Activity: Tally the lines below that hold the string "Selatan", and give only the tally.

Stored entries:
========================================================================
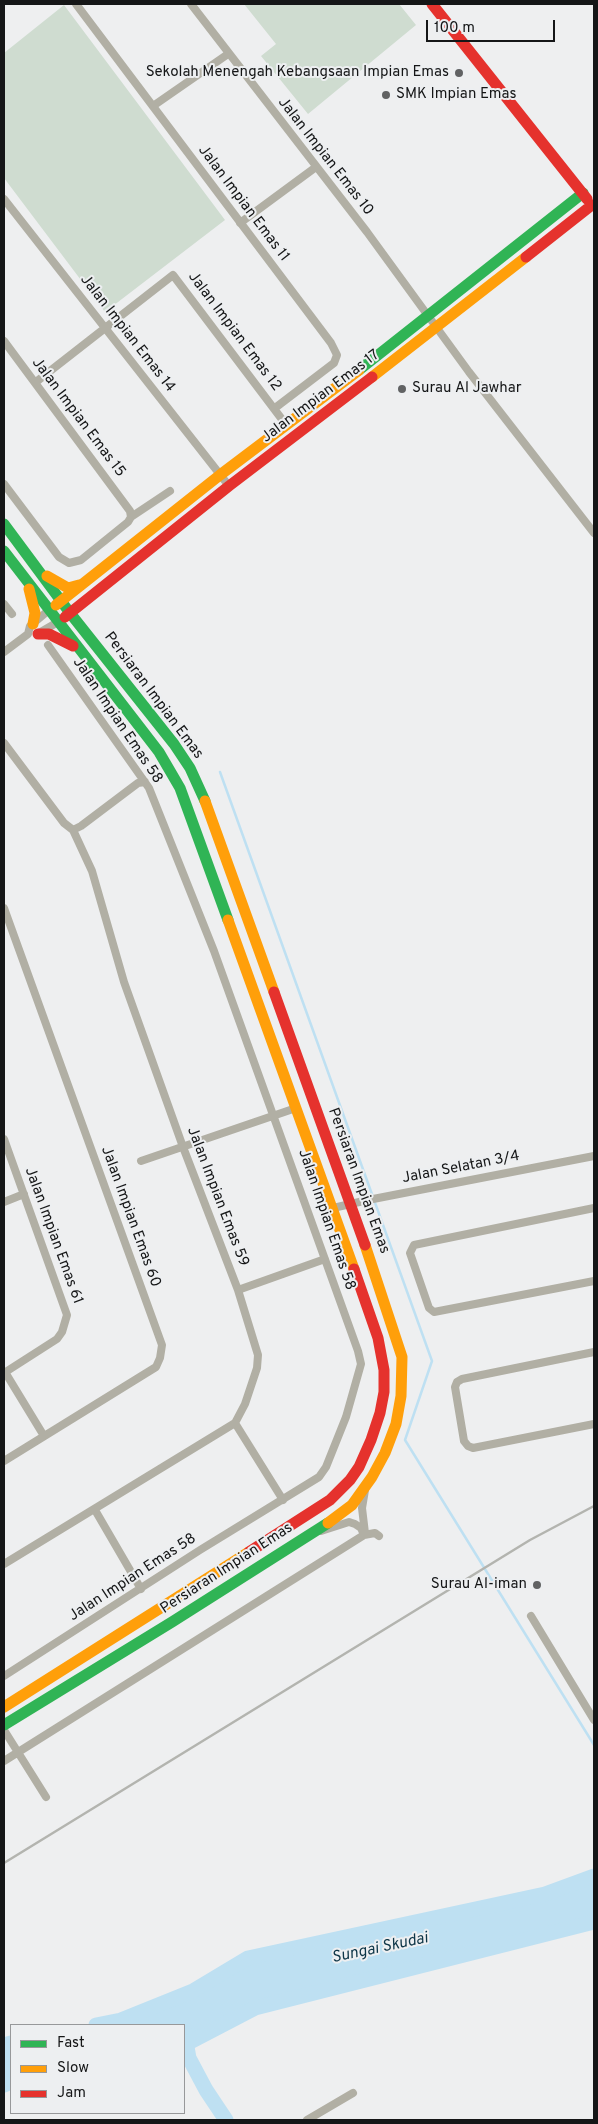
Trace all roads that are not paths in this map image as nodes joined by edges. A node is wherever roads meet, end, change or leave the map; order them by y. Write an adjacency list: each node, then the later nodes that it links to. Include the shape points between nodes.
1 (76, 4): 5 (street, Jalan Impian Emas 11)
2 (191, 4): 4 (street, Jalan Impian Emas 10)
3 (432, 4): 7 (main road)
4 (228, 54): 5 (street); 6 (street, Jalan Impian Emas 10)
5 (153, 106): 10 (street, Jalan Impian Emas 11)
6 (316, 167): 10 (street); 11 (street, Jalan Impian Emas 10)
7 (582, 194): 9 (main road); 11 (main road, Jalan Impian Emas 17)
8 (4, 199): 12 (street, Jalan Impian Emas 14)
9 (593, 206): 13 (main road, Jalan Impian Emas 17)
10 (240, 223): 16 (street, Jalan Impian Emas 11, via 337,355 334,363)
11 (428, 317): 13 (street, Jalan Impian Emas 10); 17 (main road, Jalan Impian Emas 17)
12 (104, 327): 15 (street, Jalan Impian Emas 12); 16 (street, Jalan Impian Emas 12, via 173,275); 18 (street, Jalan Impian Emas 14)
13 (436, 328): 20 (main road, Jalan Impian Emas 17); 24 (street, Jalan Impian Emas 10)
14 (4, 341): 15 (street, Jalan Impian Emas 15)
15 (36, 382): 22 (street, Jalan Impian Emas 15)
16 (275, 408): 17 (street, Jalan Impian Emas 12)
17 (287, 426): 18 (main road, Jalan Impian Emas 17)
18 (220, 475): 20 (street, Jalan Impian Emas 14); 28 (main road, Jalan Impian Emas 17)
19 (4, 484): 22 (street, via 59,557 69,563 81,560 128,522)
20 (229, 486): 29 (main road, Jalan Impian Emas 17)
21 (170, 491): 22 (street)
22 (130, 514)
23 (4, 524): 26 (main road, Persiaran Impian Emas)
24 (594, 533)
25 (4, 550): 27 (main road, Persiaran Impian Emas)
26 (37, 569): 28 (main road, via 68,588); 30 (main road, Persiaran Impian Emas)
27 (26, 580): 32 (main road, Persiaran Impian Emas); 36 (main road, via 35,613)
28 (83, 583): 30 (main road, Jalan Impian Emas 17)
29 (89, 598): 33 (main road, Jalan Impian Emas 17); 37 (main road, via 83,608)
30 (61, 601): 32 (main road, Jalan Impian Emas 17); 33 (main road, Persiaran Impian Emas)
31 (4, 604): 34 (street)
32 (49, 610): 35 (main road, Persiaran Impian Emas); 36 (street)
33 (70, 613): 35 (main road, Jalan Impian Emas 17); 37 (main road, Persiaran Impian Emas)
34 (12, 614)
35 (58, 622): 36 (street); 39 (main road, Persiaran Impian Emas)
36 (33, 630): 39 (main road, via 49,634); 40 (street)
37 (89, 635): 53 (main road, Persiaran Impian Emas, via 174,744 202,792)
38 (48, 645): 42 (street, Jalan Impian Emas 58)
39 (79, 650): 45 (main road, Persiaran Impian Emas, via 159,752 180,788)
40 (4, 652)
41 (4, 743): 43 (street, Jalan Impian Emas 59, via 64,824)
42 (145, 782): 43 (street, via 138,782); 46 (street, Jalan Impian Emas 58, via 214,951)
43 (73, 830): 48 (street, Jalan Impian Emas 59, via 92,871 124,982)
44 (4, 908): 63 (street, Jalan Impian Emas 60, via 162,1345 156,1367)
45 (296, 1108): 46 (street); 54 (main road, Persiaran Impian Emas)
46 (274, 1115): 48 (street); 56 (street, Jalan Impian Emas 58)
47 (4, 1139): 51 (street, Jalan Impian Emas 61)
48 (182, 1147): 50 (street); 58 (street, Jalan Impian Emas 59)
49 (594, 1156): 53 (street, Jalan Selatan 3/4)
50 (141, 1161)
51 (24, 1194): 52 (street); 60 (street, Jalan Impian Emas 61, via 67,1315 57,1339)
52 (4, 1202)
53 (351, 1204): 54 (street, Jalan Selatan 3/4); 65 (main road, Persiaran Impian Emas, via 402,1357 396,1424 385,1453)
54 (333, 1208): 75 (main road, Persiaran Impian Emas, via 383,1358 384,1392 380,1413 359,1467 330,1500)
55 (594, 1208): 57 (street, via 414,1245 410,1254 429,1308 434,1312)
56 (325, 1259): 58 (street); 66 (street, Jalan Impian Emas 58, via 360,1364 346,1417 326,1467 319,1477)
57 (594, 1281)
58 (238, 1290): 61 (street, Jalan Impian Emas 59, via 258,1355 245,1404)
59 (594, 1352): 62 (street, via 462,1379 455,1387 464,1441 473,1448)
60 (4, 1372): 63 (street)
61 (235, 1423): 66 (street); 67 (street)
62 (594, 1424)
63 (44, 1436): 64 (street, Jalan Impian Emas 60)
64 (4, 1461)
65 (366, 1486): 68 (main road, Persiaran Impian Emas, via 337,1517); 69 (street, via 362,1501)
66 (283, 1500): 72 (street, Jalan Impian Emas 58)
67 (95, 1510): 71 (street); 72 (street)
68 (308, 1534): 69 (street, via 350,1522 361,1528); 77 (main road, Persiaran Impian Emas, via 172,1622)
69 (364, 1535): 70 (street, via 375,1533); 79 (street)
70 (379, 1536)
71 (4, 1564)
72 (141, 1589): 74 (street, Jalan Impian Emas 58)
73 (531, 1616): 76 (street)
74 (4, 1676)
75 (4, 1707)
76 (594, 1720)
77 (4, 1724)
78 (4, 1730): 79 (street)
79 (18, 1753): 80 (street); 81 (street)
80 (4, 1762)
81 (46, 1797)
82 (353, 2093): 83 (street)
83 (307, 2120)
========================================================================
Reply to the exercise: 2